§ **WHAT IS BEING ASKED**
Your task is to copy each line of the records that includes the string "linecap".
=====
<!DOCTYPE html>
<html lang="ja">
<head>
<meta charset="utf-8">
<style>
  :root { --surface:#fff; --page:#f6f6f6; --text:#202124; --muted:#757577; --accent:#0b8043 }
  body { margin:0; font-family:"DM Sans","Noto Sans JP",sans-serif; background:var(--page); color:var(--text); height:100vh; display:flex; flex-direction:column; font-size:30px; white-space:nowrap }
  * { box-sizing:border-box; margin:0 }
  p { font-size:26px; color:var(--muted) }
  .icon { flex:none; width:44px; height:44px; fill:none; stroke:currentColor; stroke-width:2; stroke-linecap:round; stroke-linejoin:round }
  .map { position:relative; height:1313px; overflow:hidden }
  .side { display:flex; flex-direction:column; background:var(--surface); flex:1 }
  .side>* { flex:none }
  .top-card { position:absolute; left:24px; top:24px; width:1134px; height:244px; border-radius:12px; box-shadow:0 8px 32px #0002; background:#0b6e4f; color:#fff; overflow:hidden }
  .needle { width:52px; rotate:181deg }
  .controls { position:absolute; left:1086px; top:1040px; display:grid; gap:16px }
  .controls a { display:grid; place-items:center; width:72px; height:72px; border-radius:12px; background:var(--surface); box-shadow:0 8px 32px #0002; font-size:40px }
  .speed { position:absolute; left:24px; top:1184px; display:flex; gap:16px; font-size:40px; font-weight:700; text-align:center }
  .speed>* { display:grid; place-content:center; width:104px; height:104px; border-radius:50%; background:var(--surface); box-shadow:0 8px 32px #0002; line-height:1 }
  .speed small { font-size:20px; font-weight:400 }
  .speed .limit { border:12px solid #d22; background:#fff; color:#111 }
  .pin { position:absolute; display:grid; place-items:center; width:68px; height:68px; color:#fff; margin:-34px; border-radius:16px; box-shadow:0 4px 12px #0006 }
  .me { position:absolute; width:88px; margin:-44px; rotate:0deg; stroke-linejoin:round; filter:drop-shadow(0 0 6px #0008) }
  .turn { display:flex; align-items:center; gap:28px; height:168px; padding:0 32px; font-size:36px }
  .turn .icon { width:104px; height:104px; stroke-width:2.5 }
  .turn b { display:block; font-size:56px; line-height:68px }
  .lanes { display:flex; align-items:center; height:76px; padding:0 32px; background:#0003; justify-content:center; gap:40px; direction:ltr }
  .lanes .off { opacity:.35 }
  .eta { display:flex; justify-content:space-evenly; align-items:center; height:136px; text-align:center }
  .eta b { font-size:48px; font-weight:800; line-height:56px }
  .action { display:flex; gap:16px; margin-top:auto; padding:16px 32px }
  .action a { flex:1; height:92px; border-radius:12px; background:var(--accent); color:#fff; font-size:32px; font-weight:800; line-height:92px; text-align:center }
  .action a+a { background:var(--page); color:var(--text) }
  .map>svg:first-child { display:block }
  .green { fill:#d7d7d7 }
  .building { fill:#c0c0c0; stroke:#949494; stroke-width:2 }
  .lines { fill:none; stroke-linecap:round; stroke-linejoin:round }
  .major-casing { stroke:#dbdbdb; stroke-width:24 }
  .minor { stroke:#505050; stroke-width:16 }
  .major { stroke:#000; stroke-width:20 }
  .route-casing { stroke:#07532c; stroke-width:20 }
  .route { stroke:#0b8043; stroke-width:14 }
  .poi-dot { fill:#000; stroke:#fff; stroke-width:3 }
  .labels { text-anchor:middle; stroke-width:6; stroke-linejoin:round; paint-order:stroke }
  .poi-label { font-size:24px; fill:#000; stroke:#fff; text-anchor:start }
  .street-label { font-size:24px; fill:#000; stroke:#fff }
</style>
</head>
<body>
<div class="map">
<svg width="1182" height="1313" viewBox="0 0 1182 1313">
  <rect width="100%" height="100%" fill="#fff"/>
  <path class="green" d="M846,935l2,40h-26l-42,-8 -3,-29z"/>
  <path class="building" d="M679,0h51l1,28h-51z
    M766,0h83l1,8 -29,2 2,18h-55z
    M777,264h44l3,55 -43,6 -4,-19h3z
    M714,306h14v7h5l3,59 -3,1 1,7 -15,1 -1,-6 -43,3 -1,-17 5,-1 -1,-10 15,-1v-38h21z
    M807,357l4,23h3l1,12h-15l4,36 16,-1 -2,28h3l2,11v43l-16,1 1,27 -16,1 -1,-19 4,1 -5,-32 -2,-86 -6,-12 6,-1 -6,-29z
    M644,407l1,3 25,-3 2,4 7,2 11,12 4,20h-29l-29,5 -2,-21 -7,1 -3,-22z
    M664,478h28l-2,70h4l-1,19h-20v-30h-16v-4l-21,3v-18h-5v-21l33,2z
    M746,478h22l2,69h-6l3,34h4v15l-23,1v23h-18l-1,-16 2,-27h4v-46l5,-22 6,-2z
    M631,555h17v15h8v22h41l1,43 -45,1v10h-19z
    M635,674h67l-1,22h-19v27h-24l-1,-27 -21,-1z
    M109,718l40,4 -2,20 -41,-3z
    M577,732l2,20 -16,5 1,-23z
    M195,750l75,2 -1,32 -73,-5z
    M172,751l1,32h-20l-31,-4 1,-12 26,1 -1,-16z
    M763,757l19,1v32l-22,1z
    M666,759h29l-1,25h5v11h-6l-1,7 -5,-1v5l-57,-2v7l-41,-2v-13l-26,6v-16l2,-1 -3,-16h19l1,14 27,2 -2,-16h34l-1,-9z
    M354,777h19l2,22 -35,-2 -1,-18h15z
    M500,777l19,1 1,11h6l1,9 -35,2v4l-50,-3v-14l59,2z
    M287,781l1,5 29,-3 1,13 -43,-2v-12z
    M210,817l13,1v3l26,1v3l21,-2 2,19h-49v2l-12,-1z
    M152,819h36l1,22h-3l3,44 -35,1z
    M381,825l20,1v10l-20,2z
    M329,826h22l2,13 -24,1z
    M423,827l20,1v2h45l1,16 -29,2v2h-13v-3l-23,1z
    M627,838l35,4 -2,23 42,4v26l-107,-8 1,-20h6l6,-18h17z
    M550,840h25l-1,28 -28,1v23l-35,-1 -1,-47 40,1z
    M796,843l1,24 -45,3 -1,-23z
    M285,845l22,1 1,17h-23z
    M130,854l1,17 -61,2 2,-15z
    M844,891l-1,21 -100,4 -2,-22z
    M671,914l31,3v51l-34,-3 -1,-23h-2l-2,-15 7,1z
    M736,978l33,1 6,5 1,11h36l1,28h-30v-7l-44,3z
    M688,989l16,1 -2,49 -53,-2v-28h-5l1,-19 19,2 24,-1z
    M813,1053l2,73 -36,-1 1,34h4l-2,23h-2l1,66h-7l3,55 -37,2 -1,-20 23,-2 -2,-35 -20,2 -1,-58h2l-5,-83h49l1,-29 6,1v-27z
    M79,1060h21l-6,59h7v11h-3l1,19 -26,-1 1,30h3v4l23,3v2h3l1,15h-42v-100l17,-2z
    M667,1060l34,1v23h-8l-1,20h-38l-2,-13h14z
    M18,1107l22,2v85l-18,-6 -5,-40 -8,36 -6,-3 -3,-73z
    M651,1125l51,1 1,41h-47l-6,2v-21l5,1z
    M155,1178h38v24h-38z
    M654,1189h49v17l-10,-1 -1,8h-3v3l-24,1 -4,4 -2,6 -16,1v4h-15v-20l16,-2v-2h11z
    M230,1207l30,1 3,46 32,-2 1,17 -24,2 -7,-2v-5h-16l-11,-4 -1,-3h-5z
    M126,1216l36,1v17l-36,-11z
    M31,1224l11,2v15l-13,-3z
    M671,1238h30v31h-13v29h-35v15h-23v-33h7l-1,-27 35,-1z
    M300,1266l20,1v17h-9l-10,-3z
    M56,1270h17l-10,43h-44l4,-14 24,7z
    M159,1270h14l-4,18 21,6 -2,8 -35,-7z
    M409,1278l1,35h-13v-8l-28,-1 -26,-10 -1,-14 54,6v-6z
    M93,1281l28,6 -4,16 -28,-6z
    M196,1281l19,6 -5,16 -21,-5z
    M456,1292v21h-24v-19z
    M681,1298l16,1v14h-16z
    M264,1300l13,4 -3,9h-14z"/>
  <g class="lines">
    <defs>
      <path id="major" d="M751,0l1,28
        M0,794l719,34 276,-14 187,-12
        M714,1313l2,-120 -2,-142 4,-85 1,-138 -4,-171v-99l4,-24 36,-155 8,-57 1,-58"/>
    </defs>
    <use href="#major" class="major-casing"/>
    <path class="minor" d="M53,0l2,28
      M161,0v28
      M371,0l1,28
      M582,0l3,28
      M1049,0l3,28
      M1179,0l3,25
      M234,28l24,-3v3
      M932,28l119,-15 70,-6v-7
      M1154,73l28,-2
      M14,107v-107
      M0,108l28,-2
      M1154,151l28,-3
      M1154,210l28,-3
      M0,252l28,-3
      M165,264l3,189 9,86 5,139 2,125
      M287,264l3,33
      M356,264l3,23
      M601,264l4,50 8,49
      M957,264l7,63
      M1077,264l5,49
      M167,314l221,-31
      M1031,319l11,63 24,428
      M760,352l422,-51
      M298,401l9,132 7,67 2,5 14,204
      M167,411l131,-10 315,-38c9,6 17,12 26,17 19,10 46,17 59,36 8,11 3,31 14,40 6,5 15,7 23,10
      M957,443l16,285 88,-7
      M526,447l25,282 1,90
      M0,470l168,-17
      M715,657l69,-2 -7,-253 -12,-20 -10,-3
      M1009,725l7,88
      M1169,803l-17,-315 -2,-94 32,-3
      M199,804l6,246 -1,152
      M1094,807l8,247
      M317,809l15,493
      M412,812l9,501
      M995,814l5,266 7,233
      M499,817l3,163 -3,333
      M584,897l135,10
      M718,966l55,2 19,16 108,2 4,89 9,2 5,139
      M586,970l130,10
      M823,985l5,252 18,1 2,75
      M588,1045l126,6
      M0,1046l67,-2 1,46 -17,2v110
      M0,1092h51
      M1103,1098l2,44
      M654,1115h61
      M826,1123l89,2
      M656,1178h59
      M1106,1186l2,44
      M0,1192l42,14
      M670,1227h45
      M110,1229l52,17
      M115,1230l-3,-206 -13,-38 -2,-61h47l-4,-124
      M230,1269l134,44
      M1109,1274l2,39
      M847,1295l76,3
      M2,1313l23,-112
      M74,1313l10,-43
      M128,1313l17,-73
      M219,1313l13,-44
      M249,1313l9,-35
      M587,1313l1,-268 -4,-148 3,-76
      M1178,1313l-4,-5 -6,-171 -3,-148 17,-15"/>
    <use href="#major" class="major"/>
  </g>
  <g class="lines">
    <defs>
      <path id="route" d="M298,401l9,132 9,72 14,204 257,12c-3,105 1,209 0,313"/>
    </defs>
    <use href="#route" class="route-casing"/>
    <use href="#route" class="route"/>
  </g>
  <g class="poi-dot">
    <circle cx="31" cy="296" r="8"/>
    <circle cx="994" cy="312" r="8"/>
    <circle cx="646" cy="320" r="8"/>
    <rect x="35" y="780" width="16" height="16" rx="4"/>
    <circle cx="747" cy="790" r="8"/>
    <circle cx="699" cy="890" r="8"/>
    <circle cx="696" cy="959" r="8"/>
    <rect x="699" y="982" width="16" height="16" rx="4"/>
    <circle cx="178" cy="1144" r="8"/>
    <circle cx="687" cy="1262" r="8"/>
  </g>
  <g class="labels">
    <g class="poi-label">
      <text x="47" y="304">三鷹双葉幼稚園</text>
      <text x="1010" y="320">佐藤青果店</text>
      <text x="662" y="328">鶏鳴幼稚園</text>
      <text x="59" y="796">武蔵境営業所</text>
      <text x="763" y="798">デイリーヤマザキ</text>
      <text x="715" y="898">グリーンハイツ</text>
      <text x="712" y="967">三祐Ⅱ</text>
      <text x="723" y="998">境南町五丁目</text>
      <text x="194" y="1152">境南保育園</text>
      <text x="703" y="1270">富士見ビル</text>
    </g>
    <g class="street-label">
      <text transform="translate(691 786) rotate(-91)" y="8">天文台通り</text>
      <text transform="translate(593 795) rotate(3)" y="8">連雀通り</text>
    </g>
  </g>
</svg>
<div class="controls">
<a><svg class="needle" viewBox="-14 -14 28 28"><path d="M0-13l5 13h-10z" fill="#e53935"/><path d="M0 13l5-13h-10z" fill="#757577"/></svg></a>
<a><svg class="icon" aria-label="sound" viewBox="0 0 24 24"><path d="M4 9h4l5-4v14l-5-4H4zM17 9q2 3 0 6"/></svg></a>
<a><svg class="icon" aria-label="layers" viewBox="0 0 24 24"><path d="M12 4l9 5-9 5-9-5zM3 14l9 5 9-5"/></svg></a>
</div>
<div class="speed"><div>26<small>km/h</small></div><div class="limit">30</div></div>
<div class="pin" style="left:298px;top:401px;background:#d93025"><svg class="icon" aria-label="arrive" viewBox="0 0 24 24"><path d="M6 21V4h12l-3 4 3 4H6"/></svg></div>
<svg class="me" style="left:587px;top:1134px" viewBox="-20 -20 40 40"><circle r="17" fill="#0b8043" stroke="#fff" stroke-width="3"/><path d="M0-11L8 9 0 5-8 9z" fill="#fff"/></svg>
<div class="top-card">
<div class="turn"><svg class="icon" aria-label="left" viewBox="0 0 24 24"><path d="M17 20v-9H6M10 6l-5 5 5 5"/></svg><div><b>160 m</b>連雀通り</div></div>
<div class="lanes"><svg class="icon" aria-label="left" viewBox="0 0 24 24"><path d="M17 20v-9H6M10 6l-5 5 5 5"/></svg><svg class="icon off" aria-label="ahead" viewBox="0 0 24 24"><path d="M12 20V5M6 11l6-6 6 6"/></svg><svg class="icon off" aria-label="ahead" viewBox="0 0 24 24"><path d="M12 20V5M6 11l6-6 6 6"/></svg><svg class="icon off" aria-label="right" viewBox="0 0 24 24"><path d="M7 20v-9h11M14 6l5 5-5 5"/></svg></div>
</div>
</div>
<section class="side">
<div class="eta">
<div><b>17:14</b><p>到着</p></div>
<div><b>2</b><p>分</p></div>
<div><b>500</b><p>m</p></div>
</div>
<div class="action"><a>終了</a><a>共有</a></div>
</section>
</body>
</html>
=====
§ **SOLUTION TO THE EXERCISE**
  .icon { flex:none; width:44px; height:44px; fill:none; stroke:currentColor; stroke-width:2; stroke-linecap:round; stroke-linejoin:round }
  .lines { fill:none; stroke-linecap:round; stroke-linejoin:round }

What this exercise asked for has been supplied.